## What is needed
Can you print every record below exactly as written?
Top of Source data
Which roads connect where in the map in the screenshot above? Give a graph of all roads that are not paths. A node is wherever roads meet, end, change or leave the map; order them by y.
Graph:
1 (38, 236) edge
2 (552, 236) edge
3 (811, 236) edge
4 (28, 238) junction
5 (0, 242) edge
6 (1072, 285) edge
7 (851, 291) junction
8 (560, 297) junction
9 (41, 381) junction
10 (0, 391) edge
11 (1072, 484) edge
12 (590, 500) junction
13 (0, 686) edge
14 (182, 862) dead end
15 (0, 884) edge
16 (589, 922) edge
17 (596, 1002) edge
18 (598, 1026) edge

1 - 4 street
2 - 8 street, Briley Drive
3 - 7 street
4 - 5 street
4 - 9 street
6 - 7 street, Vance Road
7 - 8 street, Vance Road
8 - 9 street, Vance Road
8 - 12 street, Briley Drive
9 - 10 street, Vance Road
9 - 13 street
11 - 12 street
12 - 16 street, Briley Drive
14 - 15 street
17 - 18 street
Bottom of Source data
## Answer section
Which roads connect where in the map in the screenshot above? Give a graph of all roads that are not paths. A node is wherever roads meet, end, change or leave the map; order them by y.
Graph:
1 (38, 236) edge
2 (552, 236) edge
3 (811, 236) edge
4 (28, 238) junction
5 (0, 242) edge
6 (1072, 285) edge
7 (851, 291) junction
8 (560, 297) junction
9 (41, 381) junction
10 (0, 391) edge
11 (1072, 484) edge
12 (590, 500) junction
13 (0, 686) edge
14 (182, 862) dead end
15 (0, 884) edge
16 (589, 922) edge
17 (596, 1002) edge
18 (598, 1026) edge

1 - 4 street
2 - 8 street, Briley Drive
3 - 7 street
4 - 5 street
4 - 9 street
6 - 7 street, Vance Road
7 - 8 street, Vance Road
8 - 9 street, Vance Road
8 - 12 street, Briley Drive
9 - 10 street, Vance Road
9 - 13 street
11 - 12 street
12 - 16 street, Briley Drive
14 - 15 street
17 - 18 street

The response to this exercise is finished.